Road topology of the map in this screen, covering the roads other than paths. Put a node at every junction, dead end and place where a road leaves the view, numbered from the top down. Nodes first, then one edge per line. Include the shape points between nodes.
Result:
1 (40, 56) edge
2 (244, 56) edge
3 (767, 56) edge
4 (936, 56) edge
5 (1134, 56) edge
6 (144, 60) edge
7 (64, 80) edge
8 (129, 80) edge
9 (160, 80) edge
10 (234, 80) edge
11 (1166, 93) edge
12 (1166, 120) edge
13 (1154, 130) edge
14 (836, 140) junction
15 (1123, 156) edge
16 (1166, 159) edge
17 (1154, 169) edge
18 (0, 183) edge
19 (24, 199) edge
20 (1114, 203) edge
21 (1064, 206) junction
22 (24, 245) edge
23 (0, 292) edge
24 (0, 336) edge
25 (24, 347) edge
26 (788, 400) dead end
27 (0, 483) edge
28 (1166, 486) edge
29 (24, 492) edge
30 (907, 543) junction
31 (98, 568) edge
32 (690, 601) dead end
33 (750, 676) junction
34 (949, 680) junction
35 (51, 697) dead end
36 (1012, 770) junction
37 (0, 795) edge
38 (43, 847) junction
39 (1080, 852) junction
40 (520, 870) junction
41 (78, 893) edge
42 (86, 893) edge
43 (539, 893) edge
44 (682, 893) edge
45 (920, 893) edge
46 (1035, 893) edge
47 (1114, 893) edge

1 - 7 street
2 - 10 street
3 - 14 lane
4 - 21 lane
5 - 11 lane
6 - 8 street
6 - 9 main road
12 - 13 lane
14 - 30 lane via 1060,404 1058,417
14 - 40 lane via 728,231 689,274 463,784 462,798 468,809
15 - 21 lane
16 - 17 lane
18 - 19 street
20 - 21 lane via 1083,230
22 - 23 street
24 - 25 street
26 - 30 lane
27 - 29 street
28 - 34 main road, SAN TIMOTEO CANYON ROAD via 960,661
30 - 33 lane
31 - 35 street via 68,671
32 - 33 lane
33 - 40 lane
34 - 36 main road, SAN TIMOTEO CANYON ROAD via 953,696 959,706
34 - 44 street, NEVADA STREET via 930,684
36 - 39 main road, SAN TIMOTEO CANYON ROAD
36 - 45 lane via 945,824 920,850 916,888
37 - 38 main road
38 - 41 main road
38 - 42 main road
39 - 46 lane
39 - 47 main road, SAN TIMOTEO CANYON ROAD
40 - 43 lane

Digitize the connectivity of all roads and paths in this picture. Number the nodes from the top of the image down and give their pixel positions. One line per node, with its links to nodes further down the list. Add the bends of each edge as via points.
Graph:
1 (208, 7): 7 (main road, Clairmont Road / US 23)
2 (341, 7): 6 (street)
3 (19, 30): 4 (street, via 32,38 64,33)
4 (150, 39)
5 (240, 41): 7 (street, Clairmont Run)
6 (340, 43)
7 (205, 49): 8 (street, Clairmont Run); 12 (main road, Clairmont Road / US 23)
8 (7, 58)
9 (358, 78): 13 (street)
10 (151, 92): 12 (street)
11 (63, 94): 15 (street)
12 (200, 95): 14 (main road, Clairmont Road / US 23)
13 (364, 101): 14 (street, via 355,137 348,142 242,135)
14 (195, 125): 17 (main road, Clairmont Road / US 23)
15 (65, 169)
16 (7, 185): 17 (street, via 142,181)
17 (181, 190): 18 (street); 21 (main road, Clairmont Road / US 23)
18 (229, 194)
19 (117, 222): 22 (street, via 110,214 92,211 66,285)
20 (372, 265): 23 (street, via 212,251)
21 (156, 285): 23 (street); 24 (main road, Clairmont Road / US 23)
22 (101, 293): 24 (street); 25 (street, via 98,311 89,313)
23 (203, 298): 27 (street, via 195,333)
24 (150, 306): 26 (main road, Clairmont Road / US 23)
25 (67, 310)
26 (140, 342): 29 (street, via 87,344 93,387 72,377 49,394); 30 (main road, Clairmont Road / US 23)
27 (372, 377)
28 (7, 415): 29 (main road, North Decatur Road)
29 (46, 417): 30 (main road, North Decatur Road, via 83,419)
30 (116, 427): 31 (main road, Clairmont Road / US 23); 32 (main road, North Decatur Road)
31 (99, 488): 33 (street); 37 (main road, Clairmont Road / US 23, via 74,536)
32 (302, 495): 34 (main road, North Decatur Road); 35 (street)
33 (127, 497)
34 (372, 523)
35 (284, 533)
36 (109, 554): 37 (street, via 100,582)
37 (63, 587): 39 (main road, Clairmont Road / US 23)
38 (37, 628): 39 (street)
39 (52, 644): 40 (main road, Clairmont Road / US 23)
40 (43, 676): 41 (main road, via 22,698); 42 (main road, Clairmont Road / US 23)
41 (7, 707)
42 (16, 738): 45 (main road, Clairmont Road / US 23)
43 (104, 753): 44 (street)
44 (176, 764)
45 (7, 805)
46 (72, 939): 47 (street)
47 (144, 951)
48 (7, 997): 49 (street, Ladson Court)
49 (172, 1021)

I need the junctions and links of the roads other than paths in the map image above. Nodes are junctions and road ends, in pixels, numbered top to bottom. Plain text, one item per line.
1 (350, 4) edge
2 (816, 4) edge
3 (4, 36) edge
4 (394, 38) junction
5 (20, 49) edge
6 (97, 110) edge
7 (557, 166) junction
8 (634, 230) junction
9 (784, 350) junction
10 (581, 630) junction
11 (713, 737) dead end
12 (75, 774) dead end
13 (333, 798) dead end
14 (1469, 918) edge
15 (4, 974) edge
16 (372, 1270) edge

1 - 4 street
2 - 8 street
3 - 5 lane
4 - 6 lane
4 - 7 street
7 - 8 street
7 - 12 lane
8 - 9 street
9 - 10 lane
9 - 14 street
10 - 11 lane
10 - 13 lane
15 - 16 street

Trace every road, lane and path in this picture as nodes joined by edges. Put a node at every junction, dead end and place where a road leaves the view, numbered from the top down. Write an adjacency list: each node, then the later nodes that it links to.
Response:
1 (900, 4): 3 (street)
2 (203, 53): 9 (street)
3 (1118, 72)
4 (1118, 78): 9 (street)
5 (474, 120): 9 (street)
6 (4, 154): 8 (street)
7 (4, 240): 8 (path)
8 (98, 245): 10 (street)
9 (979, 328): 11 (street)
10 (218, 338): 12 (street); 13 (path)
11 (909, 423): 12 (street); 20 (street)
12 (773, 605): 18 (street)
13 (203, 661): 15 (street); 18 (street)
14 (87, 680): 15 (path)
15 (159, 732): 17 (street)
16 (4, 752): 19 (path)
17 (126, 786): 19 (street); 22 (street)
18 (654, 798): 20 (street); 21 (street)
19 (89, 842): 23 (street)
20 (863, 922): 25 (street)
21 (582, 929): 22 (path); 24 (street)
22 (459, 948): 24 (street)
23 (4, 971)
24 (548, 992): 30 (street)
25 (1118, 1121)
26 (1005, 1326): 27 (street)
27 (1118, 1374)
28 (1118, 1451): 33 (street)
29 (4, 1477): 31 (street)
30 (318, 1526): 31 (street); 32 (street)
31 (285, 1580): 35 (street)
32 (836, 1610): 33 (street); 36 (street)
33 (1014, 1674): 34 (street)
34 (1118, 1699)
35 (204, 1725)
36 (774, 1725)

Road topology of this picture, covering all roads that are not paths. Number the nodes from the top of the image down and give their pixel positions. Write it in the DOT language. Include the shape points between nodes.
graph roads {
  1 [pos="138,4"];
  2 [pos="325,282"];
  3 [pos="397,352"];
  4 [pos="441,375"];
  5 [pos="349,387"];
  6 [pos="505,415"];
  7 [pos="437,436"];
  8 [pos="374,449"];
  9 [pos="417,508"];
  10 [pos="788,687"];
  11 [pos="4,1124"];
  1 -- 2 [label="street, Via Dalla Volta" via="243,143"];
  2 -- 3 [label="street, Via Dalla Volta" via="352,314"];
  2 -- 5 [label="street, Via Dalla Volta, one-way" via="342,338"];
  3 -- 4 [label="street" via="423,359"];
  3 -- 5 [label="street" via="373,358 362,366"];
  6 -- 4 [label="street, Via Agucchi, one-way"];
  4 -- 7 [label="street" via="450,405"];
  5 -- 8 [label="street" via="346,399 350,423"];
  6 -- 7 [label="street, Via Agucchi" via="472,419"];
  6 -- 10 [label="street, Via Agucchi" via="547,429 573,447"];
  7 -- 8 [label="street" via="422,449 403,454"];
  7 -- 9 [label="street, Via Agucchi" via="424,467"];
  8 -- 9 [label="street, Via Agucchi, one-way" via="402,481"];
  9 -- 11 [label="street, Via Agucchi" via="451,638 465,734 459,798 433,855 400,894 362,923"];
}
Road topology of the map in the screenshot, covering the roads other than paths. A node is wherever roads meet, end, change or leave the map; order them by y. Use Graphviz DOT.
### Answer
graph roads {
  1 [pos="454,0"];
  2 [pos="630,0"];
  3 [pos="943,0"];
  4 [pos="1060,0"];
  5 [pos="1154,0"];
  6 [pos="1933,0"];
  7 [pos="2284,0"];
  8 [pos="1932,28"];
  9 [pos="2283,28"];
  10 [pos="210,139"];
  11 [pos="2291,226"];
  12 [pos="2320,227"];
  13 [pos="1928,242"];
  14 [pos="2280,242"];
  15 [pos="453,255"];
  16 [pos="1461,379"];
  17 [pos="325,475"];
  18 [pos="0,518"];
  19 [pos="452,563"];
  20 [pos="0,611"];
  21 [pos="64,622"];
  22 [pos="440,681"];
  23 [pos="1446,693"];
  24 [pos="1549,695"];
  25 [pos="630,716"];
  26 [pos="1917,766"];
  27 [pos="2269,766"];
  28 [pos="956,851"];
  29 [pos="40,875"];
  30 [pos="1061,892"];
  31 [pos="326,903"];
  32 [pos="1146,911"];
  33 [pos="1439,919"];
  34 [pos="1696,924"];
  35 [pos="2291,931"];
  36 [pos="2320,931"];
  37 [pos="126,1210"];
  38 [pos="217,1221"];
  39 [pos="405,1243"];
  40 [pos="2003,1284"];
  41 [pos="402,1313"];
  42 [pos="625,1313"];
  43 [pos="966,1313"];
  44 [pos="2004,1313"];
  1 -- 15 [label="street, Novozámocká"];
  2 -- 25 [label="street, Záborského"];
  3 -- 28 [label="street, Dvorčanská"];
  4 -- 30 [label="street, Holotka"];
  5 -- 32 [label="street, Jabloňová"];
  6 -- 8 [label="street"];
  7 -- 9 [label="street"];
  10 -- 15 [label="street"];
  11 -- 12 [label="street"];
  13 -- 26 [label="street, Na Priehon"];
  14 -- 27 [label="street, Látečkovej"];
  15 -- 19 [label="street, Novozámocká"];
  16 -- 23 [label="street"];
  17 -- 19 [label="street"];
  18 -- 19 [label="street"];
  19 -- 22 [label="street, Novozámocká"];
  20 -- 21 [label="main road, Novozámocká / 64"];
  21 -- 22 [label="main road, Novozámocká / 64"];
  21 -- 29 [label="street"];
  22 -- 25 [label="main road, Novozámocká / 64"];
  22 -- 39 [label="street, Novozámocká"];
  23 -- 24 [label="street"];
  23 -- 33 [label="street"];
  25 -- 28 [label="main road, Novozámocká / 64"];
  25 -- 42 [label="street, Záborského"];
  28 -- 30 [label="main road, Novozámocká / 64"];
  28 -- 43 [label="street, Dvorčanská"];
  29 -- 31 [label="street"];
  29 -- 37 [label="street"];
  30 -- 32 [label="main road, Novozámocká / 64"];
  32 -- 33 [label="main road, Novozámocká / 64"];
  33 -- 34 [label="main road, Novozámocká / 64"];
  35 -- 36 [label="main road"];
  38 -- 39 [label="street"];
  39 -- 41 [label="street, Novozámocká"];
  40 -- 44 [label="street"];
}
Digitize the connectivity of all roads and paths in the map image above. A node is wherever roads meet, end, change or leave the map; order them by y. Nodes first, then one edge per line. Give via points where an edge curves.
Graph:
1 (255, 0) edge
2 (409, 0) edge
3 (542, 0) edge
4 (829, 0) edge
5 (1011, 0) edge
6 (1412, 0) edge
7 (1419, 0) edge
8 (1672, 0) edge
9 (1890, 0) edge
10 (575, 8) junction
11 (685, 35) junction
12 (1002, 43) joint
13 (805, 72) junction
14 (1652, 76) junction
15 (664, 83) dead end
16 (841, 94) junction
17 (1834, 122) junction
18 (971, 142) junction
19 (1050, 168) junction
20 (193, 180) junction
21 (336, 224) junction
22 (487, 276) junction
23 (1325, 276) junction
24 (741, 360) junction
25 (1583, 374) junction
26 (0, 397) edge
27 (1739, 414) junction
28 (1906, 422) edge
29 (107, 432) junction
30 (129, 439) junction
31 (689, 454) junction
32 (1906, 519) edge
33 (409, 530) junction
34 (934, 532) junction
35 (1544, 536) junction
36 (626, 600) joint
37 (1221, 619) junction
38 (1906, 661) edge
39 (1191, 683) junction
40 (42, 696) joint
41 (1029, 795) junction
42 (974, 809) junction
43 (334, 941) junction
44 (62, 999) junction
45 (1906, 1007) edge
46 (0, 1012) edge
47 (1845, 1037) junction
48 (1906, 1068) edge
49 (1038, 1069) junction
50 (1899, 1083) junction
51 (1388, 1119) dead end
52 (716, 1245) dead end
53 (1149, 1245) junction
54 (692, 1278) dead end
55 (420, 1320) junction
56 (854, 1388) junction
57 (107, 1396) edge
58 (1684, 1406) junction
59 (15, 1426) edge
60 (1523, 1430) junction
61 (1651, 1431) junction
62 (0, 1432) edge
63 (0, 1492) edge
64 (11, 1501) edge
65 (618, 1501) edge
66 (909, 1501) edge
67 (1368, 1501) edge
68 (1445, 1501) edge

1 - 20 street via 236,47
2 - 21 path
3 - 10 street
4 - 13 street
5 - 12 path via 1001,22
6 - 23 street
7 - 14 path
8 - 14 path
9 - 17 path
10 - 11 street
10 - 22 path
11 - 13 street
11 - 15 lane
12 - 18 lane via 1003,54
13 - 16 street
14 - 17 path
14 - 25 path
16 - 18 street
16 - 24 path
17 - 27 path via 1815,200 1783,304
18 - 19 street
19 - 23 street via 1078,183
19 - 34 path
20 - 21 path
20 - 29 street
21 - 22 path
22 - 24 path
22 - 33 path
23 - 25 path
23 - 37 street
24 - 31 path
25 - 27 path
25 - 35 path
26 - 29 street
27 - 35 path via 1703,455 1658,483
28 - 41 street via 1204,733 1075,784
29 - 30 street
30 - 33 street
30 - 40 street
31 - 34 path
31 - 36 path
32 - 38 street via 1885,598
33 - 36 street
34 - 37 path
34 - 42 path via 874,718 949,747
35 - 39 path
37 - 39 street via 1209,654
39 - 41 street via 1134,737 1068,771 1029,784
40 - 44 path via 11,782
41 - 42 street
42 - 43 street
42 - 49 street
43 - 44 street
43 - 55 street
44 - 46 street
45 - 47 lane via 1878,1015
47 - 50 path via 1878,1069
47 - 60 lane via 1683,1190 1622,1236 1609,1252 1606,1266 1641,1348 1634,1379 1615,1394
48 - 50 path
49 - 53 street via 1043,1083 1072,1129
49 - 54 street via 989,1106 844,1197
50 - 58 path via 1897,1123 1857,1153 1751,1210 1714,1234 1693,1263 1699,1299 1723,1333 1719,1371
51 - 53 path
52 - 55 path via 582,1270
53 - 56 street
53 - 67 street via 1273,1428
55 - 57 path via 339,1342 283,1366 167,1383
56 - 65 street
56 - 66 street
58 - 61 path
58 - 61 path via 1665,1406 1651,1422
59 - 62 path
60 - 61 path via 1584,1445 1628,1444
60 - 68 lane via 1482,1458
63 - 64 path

* **EXERCISE PROMPT**
When a line in the material above includes "links", report that line by copying it.

* **EXERCISE RESPONSE**
Digitize the connectivity of all roads and paths in this picture. Number the nodes from the top of the image down and give their pixel positions. One line per node, with its links to nodes further down the list. Add the bends of each edge as via points.
I need the junctions and links of the roads other than paths in the map image above. Nodes are junctions and road ends, in pixels, numbered top to bottom. Plain text, one item per line.
Trace every road, lane and path in this picture as nodes joined by edges. Put a node at every junction, dead end and place where a road leaves the view, numbered from the top down. Write an adjacency list: each node, then the later nodes that it links to.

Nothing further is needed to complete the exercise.